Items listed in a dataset
────────────────

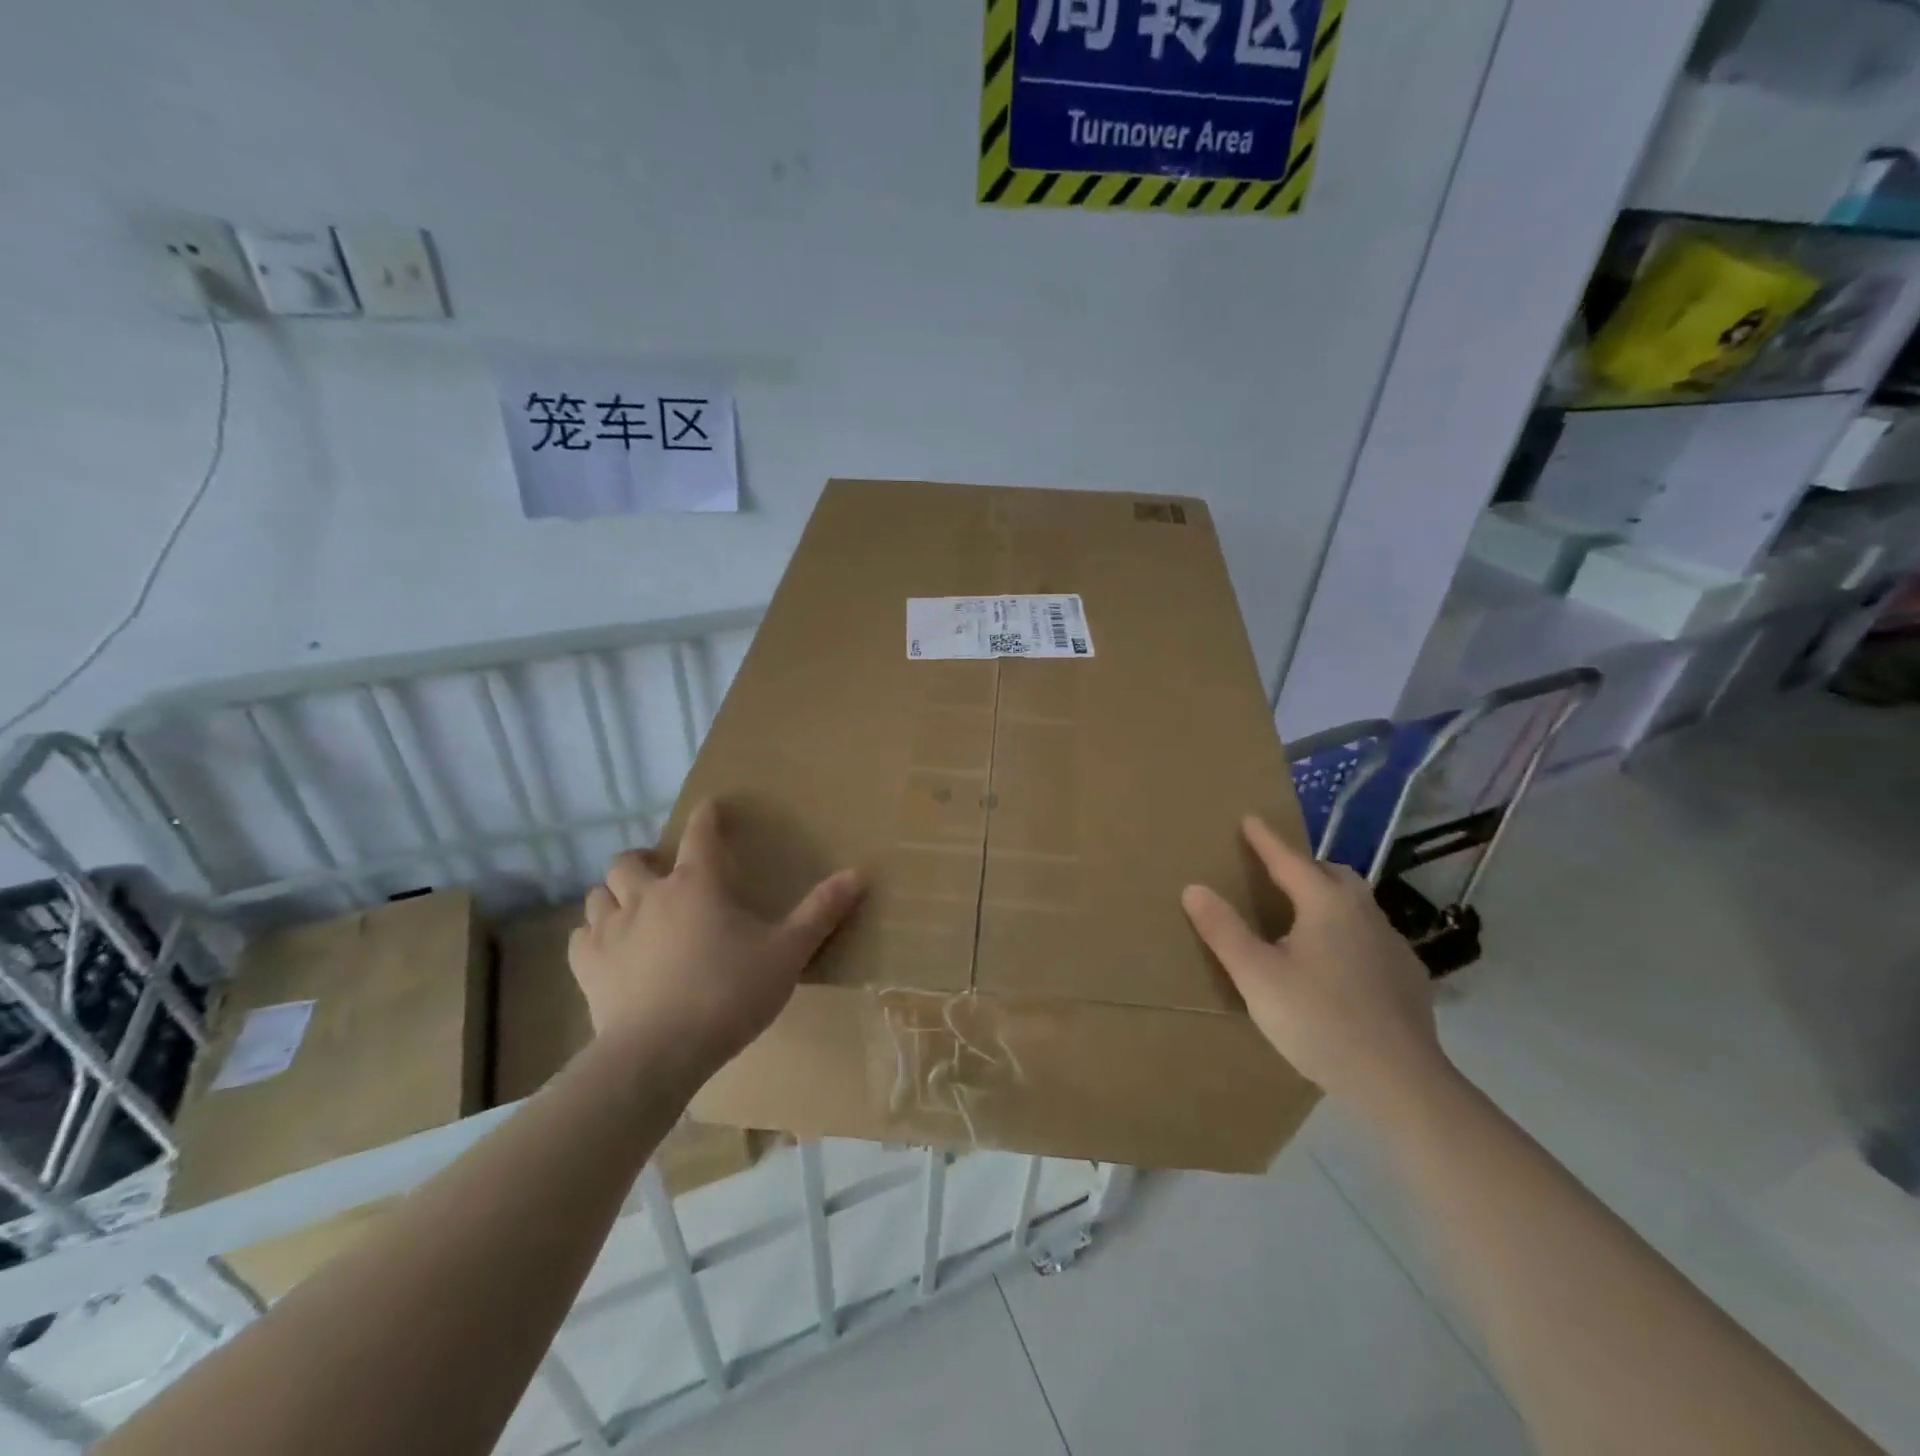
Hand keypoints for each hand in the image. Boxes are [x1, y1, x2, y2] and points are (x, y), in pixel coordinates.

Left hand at [567, 800, 865, 1081]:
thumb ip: (821, 912)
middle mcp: (649, 895)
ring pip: (599, 893)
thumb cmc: (729, 994)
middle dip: (644, 859)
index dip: (706, 816)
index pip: (700, 833)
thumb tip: (860, 873)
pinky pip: (581, 936)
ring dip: (614, 894)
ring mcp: (611, 930)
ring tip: (632, 908)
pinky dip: (594, 934)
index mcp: (697, 884)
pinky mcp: (588, 967)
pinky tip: (608, 948)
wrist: (659, 1053)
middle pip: (630, 860)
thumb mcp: (787, 953)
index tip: (711, 808)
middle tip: (661, 873)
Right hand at [1181, 815, 1453, 1121]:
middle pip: (1333, 875)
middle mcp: (1365, 913)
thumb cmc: (1319, 1020)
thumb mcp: (1257, 976)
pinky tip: (1338, 965)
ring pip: (1357, 905)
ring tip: (1304, 919)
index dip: (1266, 840)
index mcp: (1327, 904)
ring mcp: (1393, 945)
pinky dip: (1349, 934)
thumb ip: (1224, 930)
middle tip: (1277, 874)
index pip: (1290, 860)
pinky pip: (1371, 937)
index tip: (1250, 819)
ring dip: (1329, 899)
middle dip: (1304, 867)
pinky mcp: (1409, 978)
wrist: (1400, 1082)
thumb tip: (1194, 887)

────────────────

* _What is needed_: Output nothing but the lines from the one containing "index tip: (1250, 819)" through the last line of the data, exactly as they stand.

* _Task response_:
index tip: (1250, 819)
ring dip: (1329, 899)
middle dip: (1304, 867)
pinky mcp: (1409, 978)
wrist: (1400, 1082)
thumb tip: (1194, 887)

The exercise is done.